There are so many various GDB remote servers and it is hard to say what will work for most people. Might be worth testing this with the setting set to true and false on a complex program single step on mac, linux and android and verifying that stepping speeds don't regress at all. Android tends to have hundreds of threads which usually makes it the slowest of all when stepping. If we don't see regressions, then I am fine with no setting. Every scenario I know of benefits from fewer packets with larger content (macOS, watchOS, linux, android) so I am fine just enabling it. Maybe it would be good to check what GDB does by default as it might tell us, via comments, why they don't use it if they did run into issues.

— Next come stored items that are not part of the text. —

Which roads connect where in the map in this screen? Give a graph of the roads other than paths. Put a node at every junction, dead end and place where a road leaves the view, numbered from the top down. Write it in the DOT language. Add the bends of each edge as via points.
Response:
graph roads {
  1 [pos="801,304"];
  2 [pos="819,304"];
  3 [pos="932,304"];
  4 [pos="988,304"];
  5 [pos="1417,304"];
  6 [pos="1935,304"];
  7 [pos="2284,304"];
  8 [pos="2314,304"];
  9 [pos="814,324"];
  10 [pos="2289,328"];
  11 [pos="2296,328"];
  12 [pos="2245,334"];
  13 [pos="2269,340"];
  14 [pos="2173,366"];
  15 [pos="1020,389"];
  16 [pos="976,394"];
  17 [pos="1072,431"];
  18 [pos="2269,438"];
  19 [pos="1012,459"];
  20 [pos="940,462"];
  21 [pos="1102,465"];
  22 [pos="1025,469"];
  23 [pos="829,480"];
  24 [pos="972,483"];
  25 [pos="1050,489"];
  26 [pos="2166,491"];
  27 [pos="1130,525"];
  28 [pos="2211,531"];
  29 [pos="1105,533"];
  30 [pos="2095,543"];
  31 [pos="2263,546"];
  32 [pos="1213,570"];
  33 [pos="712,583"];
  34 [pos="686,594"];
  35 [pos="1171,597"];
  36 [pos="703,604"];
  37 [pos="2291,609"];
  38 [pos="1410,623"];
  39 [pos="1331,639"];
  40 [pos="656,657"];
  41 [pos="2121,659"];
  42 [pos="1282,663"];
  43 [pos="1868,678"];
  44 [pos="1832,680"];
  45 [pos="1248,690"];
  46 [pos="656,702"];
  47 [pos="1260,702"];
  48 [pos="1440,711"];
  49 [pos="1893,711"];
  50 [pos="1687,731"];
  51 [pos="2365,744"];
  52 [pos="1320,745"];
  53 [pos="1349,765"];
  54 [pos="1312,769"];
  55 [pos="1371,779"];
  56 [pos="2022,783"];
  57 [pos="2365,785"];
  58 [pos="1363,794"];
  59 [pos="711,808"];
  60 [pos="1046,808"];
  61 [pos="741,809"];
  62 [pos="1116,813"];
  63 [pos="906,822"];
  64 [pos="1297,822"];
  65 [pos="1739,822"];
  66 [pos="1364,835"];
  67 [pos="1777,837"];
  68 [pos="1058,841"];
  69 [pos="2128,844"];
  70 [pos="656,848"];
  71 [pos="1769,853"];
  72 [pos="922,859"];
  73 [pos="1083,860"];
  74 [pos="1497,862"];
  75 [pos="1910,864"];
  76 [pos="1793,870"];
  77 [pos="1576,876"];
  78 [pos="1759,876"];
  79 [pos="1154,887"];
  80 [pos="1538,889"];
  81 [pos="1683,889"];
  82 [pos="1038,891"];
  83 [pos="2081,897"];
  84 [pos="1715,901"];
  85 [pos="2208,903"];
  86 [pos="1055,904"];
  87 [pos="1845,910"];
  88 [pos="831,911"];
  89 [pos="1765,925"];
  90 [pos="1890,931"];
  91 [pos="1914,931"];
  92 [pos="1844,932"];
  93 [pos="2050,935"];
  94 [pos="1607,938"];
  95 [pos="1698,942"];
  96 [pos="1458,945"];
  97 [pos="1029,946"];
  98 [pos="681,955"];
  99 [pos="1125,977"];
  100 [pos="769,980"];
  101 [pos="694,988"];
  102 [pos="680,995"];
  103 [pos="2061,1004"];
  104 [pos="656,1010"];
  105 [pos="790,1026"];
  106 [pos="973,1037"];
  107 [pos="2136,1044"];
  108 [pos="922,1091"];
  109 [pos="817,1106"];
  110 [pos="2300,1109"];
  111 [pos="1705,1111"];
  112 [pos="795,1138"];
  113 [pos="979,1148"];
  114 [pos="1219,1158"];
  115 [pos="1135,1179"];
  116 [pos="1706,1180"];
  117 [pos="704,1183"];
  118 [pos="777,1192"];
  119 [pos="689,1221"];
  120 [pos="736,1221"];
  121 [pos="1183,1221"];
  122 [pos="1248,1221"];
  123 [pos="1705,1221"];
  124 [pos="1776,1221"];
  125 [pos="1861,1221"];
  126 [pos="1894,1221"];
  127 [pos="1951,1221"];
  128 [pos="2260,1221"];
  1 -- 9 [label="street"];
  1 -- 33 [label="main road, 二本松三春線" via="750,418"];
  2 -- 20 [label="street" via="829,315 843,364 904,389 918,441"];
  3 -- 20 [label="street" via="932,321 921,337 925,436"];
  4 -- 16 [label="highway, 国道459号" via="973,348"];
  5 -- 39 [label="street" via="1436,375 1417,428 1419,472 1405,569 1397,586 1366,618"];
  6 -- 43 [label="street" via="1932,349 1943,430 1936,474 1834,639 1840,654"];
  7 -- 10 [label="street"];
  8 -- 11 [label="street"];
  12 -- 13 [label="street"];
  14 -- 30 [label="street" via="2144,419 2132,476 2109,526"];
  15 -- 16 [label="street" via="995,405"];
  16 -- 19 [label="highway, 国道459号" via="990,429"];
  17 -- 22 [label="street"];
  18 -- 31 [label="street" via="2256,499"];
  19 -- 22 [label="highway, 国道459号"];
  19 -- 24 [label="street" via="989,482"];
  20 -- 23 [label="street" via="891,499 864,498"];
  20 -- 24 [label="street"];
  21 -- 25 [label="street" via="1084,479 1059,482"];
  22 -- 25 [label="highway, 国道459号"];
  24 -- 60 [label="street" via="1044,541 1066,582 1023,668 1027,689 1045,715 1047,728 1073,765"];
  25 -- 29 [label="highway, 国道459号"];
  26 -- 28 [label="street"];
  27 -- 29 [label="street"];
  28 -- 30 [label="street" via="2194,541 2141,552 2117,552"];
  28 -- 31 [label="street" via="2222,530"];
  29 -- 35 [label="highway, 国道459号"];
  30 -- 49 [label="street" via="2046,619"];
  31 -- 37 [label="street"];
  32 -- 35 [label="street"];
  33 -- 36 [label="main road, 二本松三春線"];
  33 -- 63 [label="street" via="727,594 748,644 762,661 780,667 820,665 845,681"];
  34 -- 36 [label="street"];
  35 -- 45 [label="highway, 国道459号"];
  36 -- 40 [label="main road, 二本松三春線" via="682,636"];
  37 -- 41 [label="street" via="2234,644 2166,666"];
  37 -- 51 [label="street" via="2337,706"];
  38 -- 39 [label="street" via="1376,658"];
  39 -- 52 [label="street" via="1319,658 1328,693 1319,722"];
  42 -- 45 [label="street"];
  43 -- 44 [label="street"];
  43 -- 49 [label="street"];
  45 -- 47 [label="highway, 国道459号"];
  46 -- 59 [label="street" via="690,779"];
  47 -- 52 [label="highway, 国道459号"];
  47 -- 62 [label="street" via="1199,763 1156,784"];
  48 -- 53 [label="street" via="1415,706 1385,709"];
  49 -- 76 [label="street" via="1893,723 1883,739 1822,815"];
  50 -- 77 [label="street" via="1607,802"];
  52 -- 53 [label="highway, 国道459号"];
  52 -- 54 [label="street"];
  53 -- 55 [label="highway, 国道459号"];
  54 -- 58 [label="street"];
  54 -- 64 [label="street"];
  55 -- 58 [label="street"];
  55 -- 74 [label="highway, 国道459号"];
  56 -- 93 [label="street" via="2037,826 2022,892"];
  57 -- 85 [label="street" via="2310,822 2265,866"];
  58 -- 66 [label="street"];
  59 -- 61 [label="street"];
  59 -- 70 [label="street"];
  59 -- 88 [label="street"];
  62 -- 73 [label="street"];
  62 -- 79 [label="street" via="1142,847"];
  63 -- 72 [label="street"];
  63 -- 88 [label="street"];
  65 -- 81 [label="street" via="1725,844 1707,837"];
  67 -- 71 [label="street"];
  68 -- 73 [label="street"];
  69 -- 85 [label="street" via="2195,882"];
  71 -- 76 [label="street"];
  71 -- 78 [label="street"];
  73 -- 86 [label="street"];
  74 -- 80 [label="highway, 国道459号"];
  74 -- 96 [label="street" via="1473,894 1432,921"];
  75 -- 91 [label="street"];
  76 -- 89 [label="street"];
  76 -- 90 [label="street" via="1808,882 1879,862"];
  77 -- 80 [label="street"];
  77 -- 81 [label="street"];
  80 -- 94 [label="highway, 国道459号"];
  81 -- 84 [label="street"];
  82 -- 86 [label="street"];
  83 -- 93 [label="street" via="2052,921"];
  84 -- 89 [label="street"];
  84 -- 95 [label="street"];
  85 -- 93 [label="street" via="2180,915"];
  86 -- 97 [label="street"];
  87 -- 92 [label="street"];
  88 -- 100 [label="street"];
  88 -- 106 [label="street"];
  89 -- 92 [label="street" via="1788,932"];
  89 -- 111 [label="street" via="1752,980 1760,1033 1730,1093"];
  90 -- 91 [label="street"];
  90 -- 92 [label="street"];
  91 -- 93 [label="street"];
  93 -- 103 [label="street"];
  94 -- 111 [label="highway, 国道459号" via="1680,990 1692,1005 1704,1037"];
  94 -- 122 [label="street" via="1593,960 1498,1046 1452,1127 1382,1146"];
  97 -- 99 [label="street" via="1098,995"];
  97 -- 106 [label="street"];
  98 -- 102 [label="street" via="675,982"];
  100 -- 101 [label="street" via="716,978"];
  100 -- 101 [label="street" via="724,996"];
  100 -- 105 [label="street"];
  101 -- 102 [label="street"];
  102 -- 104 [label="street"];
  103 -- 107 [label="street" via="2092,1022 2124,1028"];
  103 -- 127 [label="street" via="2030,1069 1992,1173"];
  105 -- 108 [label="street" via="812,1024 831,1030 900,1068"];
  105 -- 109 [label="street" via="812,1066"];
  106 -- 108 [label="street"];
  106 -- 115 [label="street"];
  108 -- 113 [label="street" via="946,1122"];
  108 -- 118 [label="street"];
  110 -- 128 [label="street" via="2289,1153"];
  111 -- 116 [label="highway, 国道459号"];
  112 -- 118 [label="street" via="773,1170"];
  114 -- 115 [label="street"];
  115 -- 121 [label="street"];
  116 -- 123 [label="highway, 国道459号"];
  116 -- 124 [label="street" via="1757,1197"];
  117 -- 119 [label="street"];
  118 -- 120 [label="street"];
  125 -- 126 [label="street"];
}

How can we run those tests? Is there an automated way to do that?

So I am ok with no setting as long as perf doesn't regress on complex steps and as long as GDB uses 'g' packets by default.

I think they first try to use 'g' packets - https://github.com/bminor/binutils-gdb/blob/4fa0265edea0940b865678d93749e224547dd36a/gdb/remote.c#L8130 (I'm not familiar with that code at all, so I may be wrong)

lldb/source/Plugins/Process/gdb-remote/ProcessGDBRemote.cpp
1707

note to self: fix wrong method call

1823

note to self: fix wrong method call

Just checking the status of this change. Are we still considering enabling 'g' packets unconditionally, or are we better off using the setting for safety?

labath added a comment.Jul 1 2019, 6:26 AM

I think it will be pretty hard for a single person to gather all of these stats for all targets. So perhaps the best solution is to have the setting for the g packet, defaulting to true. After a while, if nobody notices a regression, we can just remove it...

guiandrade updated this revision to Diff 208838.Jul 9 2019, 4:26 PM
guiandrade marked 3 inline comments as done.

This rebases the change, rename *try_to_use_g_packet* to *use_g_packet*, defaults the setting to true, and modifies the condition of the read_all_registers_at_once bool in ThreadGDBRemote::CreateRegisterContextForFrame to guarantee the server supports 'g' packet.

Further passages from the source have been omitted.